Ya es sabido que Luis Paciello, el próspero político conocido como el yerno del senador Fer­nando Lugo, está último en las encuestas como candidato a intendente de Lambaré, por lo que el discurso de la per­secución política es una respuesta poco inteligente de su parte, sin sustento, ante el vertiginoso crecimiento patrimonial que experimentó.

Paciello, que evidentemente es un magís­ter fuera de serie en las finanzas al com­prar inmuebles por miles de millones de guaraníes con sueldo mínimo, gana pro­tagonismo mediático como mago de las finanzas, pero principalmente porque no es un ciudadano común. Es nada menos que el yerno del ex presidente de la Repú­blica, ahora senador, Fernando Lugo.

Este es el vínculo que torna muchas sos­pechas sobre el enriquecimiento galo­pante de Paciello que, por cierto, alcanzó su cúspide al dejar la Presidencia el suegro Lugo.

Las declaraciones juradas que el propio Paciello firmó ante la Contraloría seña­lan que la docena de inmuebles entre los que se encuentran departamentos con cochera, casa de verano, etc., y que suman más de G. 1.500 millones fueron adquiridos en años que percibía el salario mínimo.

¿Qué fórmula habrá descubierto justa­mente en los años que su suegro iba por su último período de mandato? Es un secreto muy bien guardado por Paciello, que ni los órganos técnicos como de control no logran entender. Es que los números no cierran, decía hace poco el director de Declaraciones Juradas de la Contraloría General de la República (CGR).

La ciudadanía esperaba con ansias escu­char a través de los medios de comunica­ción las ecuaciones aplicadas por Pacie­llo para la magia que hizo en sus finanzas aquella vez que organizó una conferencia de prensa días después de que la Contralo­ría reportara inconsistencias en su decla­ración de bienes.
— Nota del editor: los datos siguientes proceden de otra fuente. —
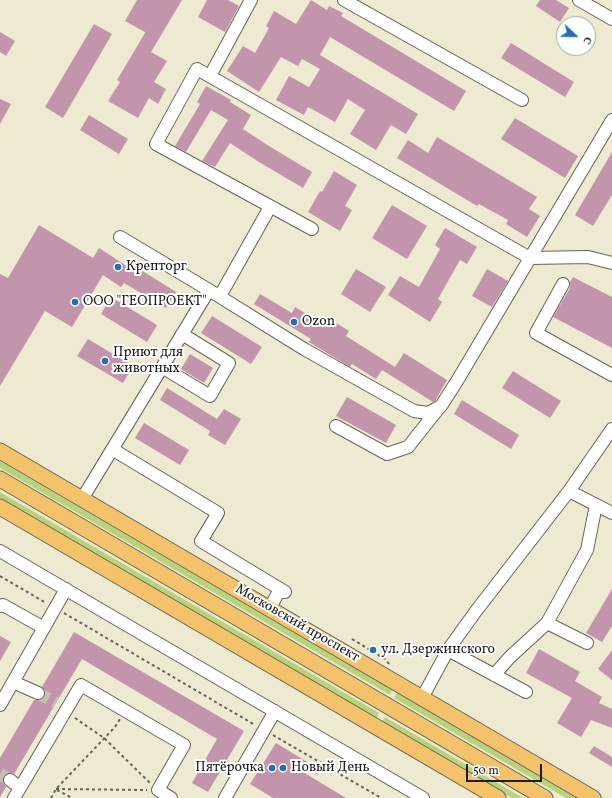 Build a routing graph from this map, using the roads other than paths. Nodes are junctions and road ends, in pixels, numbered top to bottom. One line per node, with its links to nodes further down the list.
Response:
1 (251, 0): 5 (street)
2 (344, 0): 6 (street)
3 (579, 0): 4 (street)
4 (612, 19)
5 (210, 76): 8 (street); 11 (street)
6 (522, 100)
7 (612, 120): 11 (street)
8 (270, 207): 9 (street); 15 (street)
9 (312, 229)
10 (120, 237): 14 (street)
11 (530, 258): 12 (street); 19 (street)
12 (612, 263)
13 (563, 284): 18 (street)
14 (209, 290): 15 (street); 16 (street)
15 (220, 296): 19 (street)
16 (182, 334): 17 (street); 17 (street)
17 (162, 367): 22 (street)
18 (612, 374)
19 (441, 406): 20 (street)
20 (336, 426)
21 (612, 429): 25 (street)
22 (112, 449): 26 (street); 33 (street)
23 (0, 451): 26 (main road, Московский проспект)
24 (0, 479): 51 (main road, Московский проспект)
25 (569, 491): 27 (street); 37 (street)
26 (82, 499): 33 (main road, Московский проспект)
27 (596, 505): 29 (street); 34 (street)
28 (0, 507): 50 (main road)
29 (612, 513)
30 (0, 551): 31 (street)
31 (66, 590): 35 (street); 44 (street)
32 (0, 606): 35 (street)
33 (270, 608): 42 (main road, Московский проспект)
34 (547, 623): 36 (street); 38 (street)
35 (44, 628): 39 (street)
36 (587, 643)
37 (448, 650): 38 (street); 42 (street)
38 (494, 675): 40 (street)
39 (8, 683): 41 (street); 43 (street)
40 (526, 692)
41 (38, 693)
42 (422, 698): 52 (main road, Московский проспект)
43 (0, 705)
44 (275, 711): 48 (street); 49 (street)
45 (10, 780): 46 (street)
46 (17, 793): 47 (street)
47 (171, 798)
48 (225, 798)
49 (423, 798)
50 (498, 798)
51 (545, 798)
52 (593, 798) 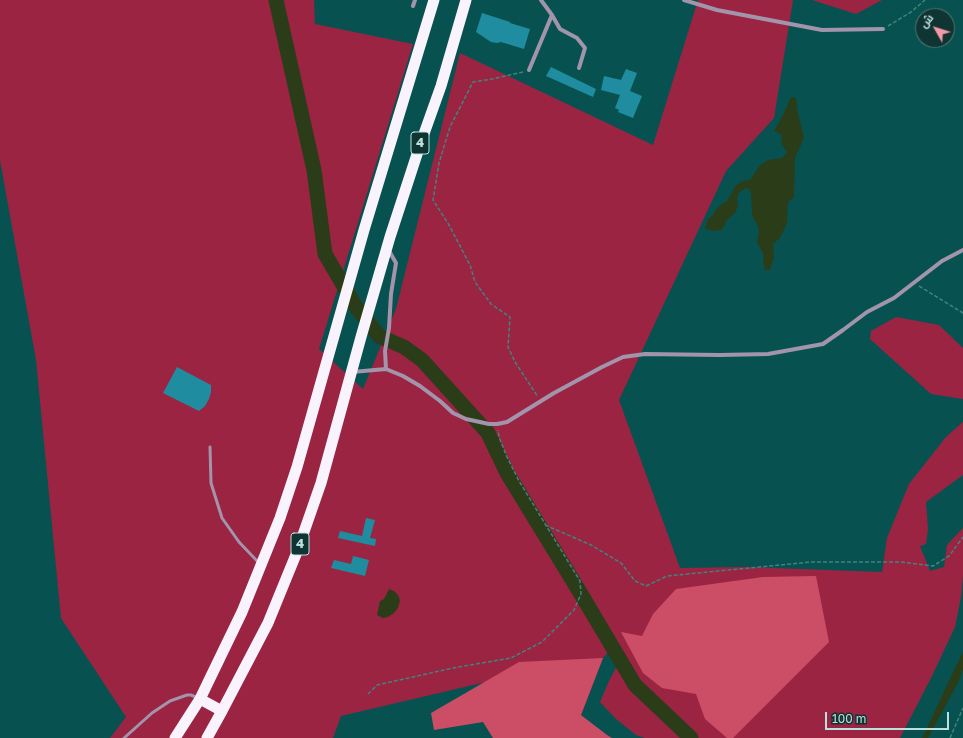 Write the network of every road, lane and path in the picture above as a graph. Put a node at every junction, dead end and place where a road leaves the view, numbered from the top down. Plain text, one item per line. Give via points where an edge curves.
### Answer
1 (415, 0) edge
2 (434, 0) edge
3 (466, 0) edge
4 (541, 0) edge
5 (684, 0) edge
6 (926, 0) edge
7 (413, 6) dead end
8 (552, 15) junction
9 (883, 29) joint
10 (579, 68) dead end
11 (529, 70) joint
12 (387, 246) junction
13 (963, 250) edge
14 (914, 283) junction
15 (963, 313) edge
16 (386, 369) junction
17 (352, 372) junction
18 (540, 401) junction
19 (497, 424) junction
20 (210, 447) dead end
21 (545, 525) junction
22 (963, 536) edge
23 (261, 566) junction
24 (368, 694) dead end
25 (200, 699) junction
26 (963, 708) edge
27 (222, 712) junction
28 (124, 738) edge
29 (175, 738) edge
30 (207, 738) edge
31 (950, 738) edge

1 - 7 street
2 - 23 highway, 4 via 364,230 297,467
3 - 12 highway, 4
4 - 8 street
5 - 9 street via 717,10 822,30
6 - 9 path
8 - 10 street via 560,29 577,38 585,48
8 - 11 street
11 - 18 path via 473,82 450,127 439,163 433,200 470,265 475,282 491,304 510,318 508,347
12 - 16 street via 396,263 390,294
12 - 17 highway, 4
13 - 14 street via 942,261
14 - 15 path
14 - 18 street via 894,298 867,312 823,344 768,354 645,354 623,357
16 - 17 street
16 - 19 street via 420,386 453,414
17 - 27 highway, 4 via 321,483 297,552 268,623
18 - 19 street via 507,422
19 - 21 path via 507,457
20 - 23 lane via 211,483 222,518
21 - 22 path via 591,545 621,563 635,581 646,586 667,576 812,562 901,562 933,566 949,556
21 - 24 path via 580,581 581,594 574,610 542,642 511,658 377,685
23 - 25 highway, 4
25 - 27 highway
25 - 28 lane via 187,695 170,701
25 - 29 highway, 4
26 - 31 path
27 - 30 highway, 4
Sin embargo, el político se desentendió, culpó a medio mundo, usó el gastadísimo recurso de la persecución política y mediática tratando absurda­mente de desviar el foco del tema.

Ayer, a horas de cerrarse la oficina, se acercó a la CGR. En teoría, presentó los documentos respaldatorios, según una transmisión en directo en su cuenta de Facebook en la que no desaprovechó el momento para seguir buscando culpables.

Recordemos que el escandaloso enri­quecimiento salió a la luz cuando el ente contralor por orden judicial publicó en su portal las declaraciones juradas de los funcionarios públicos de todas las repar­ticiones estatales, sin excepción. El de Paciello es uno de los que más sorprendió, porque es casi imposible que una persona que gana sueldo mínimo compre todo lo que se atribuye en su manifestación de bienes.

Aparece también la creación de varias sociedades, en algunas tiene como socias a la tía de su esposa y a su abuelita. En sus declaraciones juradas del 2016 y 2018 no figuran las empresas. Según informacio­nes confidenciales, entre las firmas cons­tituidas por Paciello hay alrededor de G. 6 mil millones en caja, dinero que no se sabe dónde mismo está guardado porque no pudo ingresar a los bancos por el origen desconocido del capital.

Los últimos cálculos de la Contraloría arrojan unos G. 1.400 millones sin justifi­car en las declaraciones de Paciello. Esto sin contar la dudosa deuda que atribuye a un particular por G. 2.500 millones, que no sabe documentar; por ello no ha pre­sentado los justificativos correspondien­tes.

Las investigaciones oficiales también ave­riguaron sobre el movimiento financiero y laboral de la esposa, Fátima Rojas, pero la Contraloría dijo que en los registros no hallaron historial de trabajo de la mujer.

La Subsecretaría de Estado de Tributa­ción también está terminando informes para remitir a la Secretaría de Prevención de Lavado de Dinero o Bienes (Seprelad) los indicios de posible lavado de dinero.

Es decir, el candidato a intendente de Lambaré está acorralado por reportes de inconsistencias y tiene contados los días para aclarar sus movidas financieras para no quedar en manos del Ministerio Público. En este escenario se torna más imperante la necesidad de que Paciello y demás candidatos políticos transparenten ante la ciudadanía el origen de sus millo­narios bienes antes de seguir repitiendo el libreto de la persecución.